▶ _WHAT TO WORK ON_: Quote the entries below from the line with "ring dip: (1143, 810)" through the line with "pinky tip: (1193, 839)", both ends included, and only those lines.

[Items from a dataset]
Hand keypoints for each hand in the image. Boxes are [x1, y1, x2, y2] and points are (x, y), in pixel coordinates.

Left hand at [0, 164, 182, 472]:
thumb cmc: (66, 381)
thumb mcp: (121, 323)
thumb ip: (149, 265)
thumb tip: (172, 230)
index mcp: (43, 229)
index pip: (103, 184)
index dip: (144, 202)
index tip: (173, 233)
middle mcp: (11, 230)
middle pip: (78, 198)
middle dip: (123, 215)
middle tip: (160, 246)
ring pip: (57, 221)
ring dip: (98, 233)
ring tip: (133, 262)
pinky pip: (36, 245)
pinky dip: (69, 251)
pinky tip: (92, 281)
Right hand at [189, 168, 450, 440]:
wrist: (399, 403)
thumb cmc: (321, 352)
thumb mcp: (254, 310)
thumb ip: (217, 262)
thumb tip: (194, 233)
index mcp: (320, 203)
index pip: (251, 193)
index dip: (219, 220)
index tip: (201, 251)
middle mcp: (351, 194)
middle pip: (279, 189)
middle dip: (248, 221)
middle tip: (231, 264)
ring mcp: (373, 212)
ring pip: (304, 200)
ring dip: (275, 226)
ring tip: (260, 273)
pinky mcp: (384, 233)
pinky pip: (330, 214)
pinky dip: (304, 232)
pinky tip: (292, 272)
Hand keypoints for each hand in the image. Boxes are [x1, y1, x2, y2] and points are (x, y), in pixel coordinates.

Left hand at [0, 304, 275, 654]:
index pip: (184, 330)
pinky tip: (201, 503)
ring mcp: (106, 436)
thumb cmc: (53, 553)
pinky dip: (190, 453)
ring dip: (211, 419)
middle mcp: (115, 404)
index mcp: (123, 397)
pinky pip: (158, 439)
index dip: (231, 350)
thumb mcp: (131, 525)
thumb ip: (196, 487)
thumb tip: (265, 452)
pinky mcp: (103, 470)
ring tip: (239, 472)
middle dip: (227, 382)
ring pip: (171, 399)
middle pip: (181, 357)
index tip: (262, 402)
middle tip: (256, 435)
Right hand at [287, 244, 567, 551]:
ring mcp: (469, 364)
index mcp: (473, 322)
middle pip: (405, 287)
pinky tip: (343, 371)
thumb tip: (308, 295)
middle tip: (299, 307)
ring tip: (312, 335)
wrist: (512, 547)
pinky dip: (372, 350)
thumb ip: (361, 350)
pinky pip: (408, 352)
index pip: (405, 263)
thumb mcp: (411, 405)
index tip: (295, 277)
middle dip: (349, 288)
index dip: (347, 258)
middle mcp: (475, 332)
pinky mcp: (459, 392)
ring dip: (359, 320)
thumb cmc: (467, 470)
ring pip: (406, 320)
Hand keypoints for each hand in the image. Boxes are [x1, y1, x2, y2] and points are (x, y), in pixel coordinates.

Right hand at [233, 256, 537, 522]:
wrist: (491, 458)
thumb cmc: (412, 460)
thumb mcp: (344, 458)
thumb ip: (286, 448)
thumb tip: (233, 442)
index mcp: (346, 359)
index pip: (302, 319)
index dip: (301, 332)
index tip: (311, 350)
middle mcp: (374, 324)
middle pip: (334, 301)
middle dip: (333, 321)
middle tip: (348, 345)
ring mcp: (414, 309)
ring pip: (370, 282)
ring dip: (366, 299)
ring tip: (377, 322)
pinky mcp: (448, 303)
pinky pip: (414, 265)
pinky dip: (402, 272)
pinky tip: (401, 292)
* * *
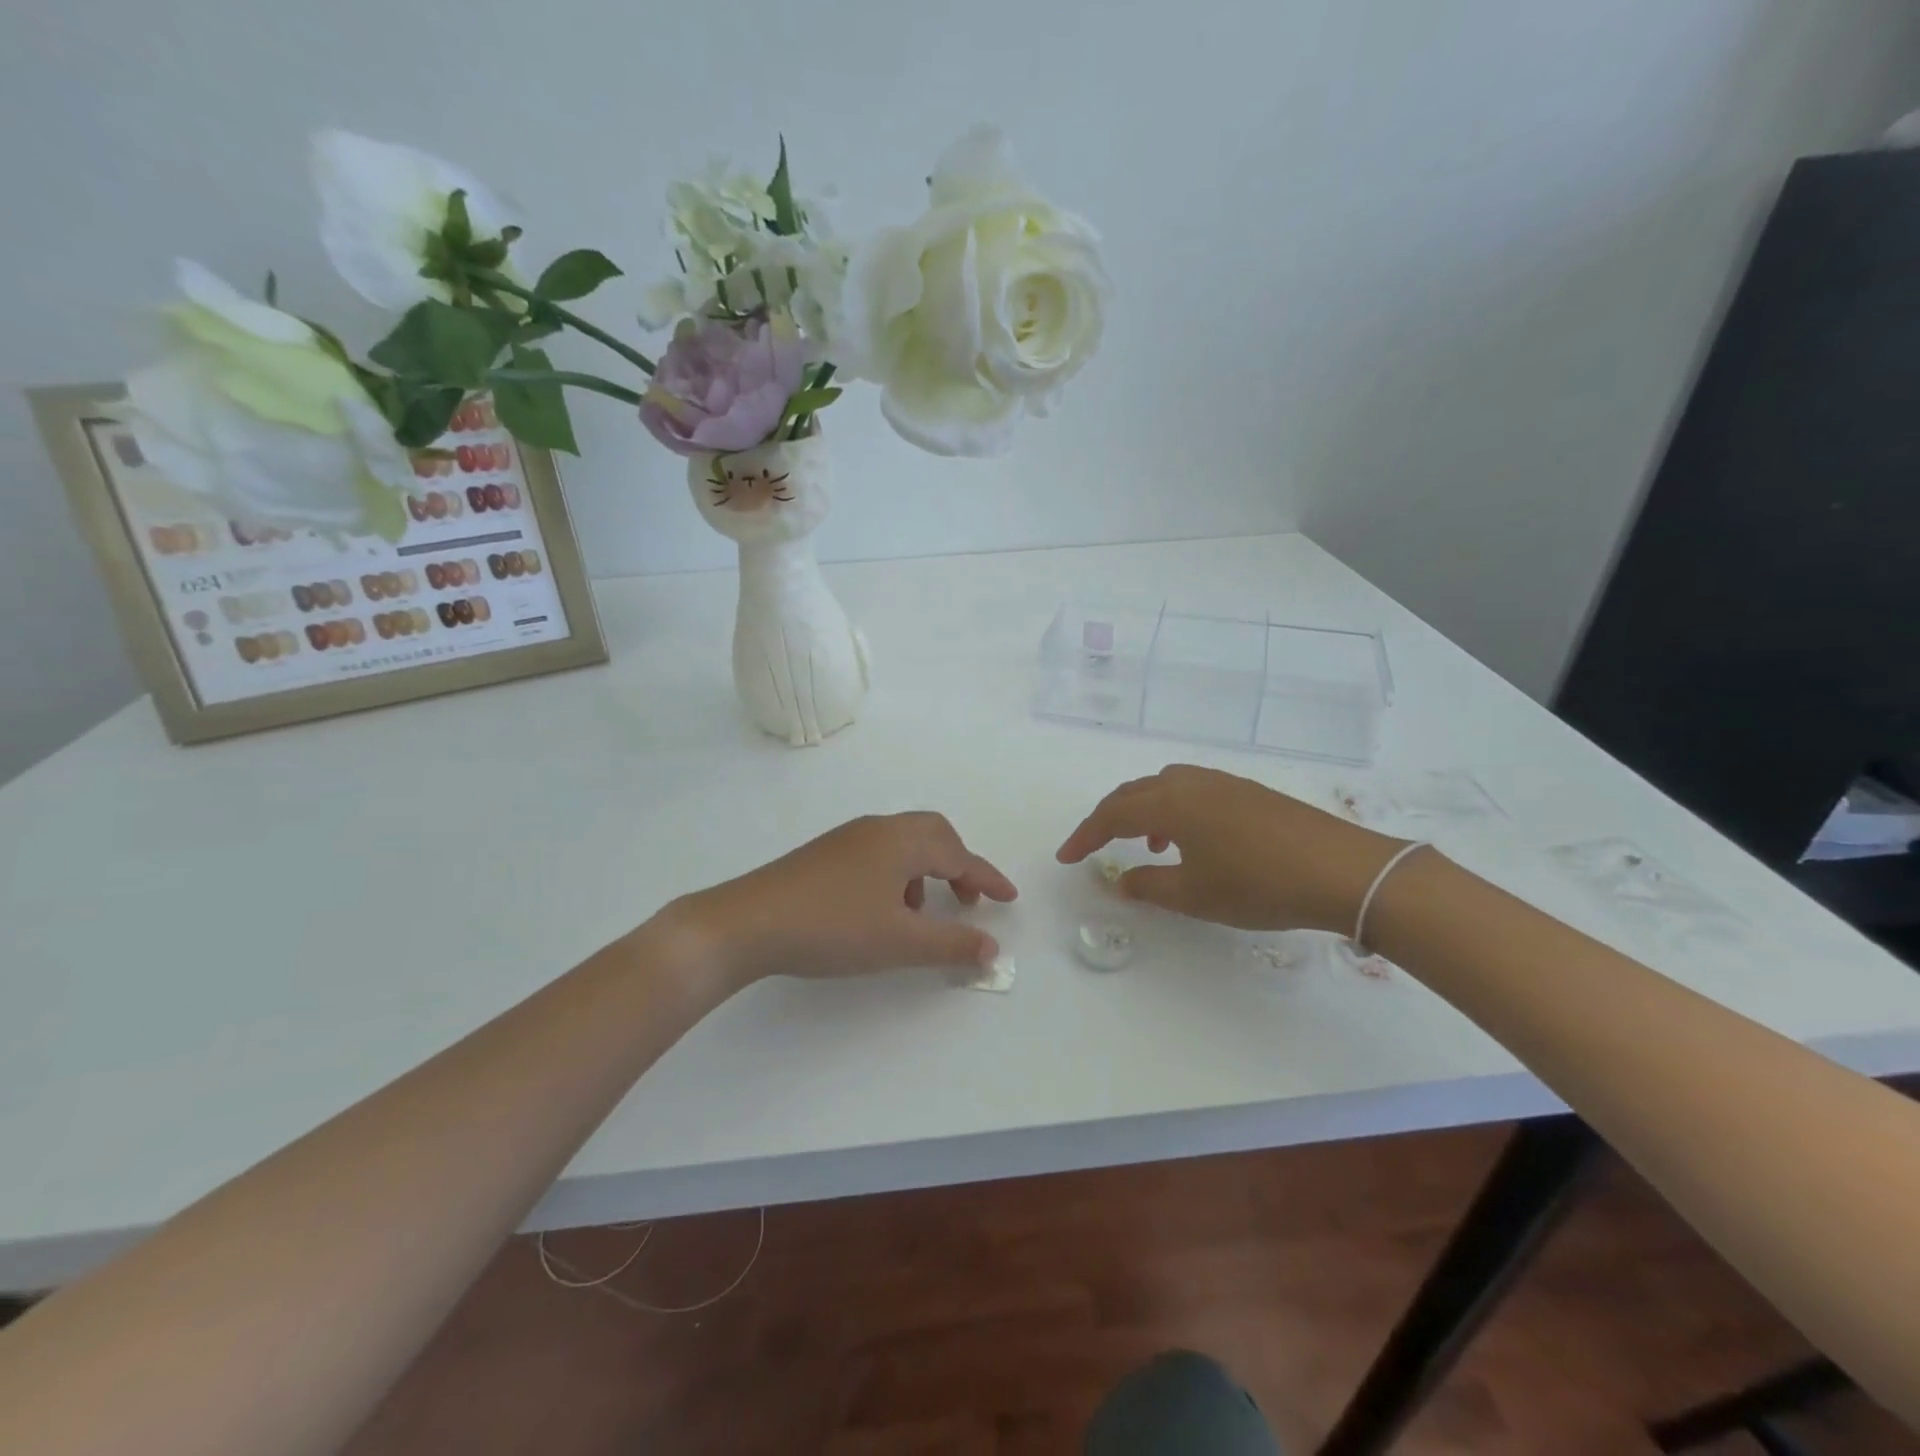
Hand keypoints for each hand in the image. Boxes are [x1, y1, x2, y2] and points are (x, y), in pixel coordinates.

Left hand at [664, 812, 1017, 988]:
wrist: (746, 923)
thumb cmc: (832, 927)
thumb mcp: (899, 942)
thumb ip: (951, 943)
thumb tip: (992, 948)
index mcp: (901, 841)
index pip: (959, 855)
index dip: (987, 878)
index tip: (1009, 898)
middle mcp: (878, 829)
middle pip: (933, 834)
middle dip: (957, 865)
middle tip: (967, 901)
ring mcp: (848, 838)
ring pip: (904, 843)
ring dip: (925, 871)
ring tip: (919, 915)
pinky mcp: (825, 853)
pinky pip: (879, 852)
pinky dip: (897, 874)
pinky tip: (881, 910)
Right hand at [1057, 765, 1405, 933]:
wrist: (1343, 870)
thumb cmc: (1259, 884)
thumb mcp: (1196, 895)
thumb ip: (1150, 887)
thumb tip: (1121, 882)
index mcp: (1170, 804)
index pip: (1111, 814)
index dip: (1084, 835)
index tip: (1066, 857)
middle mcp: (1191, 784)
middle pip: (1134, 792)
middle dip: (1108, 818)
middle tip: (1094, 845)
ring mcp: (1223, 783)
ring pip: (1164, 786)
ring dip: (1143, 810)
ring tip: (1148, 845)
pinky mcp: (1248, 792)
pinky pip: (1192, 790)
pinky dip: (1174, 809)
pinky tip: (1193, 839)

▶ _RESPONSE FOR THIS EXERCISE_:
ring dip: (1143, 810)
ring tip: (1148, 845)
pinky mcp: (1248, 792)
pinky pip: (1192, 790)
pinky dip: (1174, 809)
pinky tip: (1193, 839)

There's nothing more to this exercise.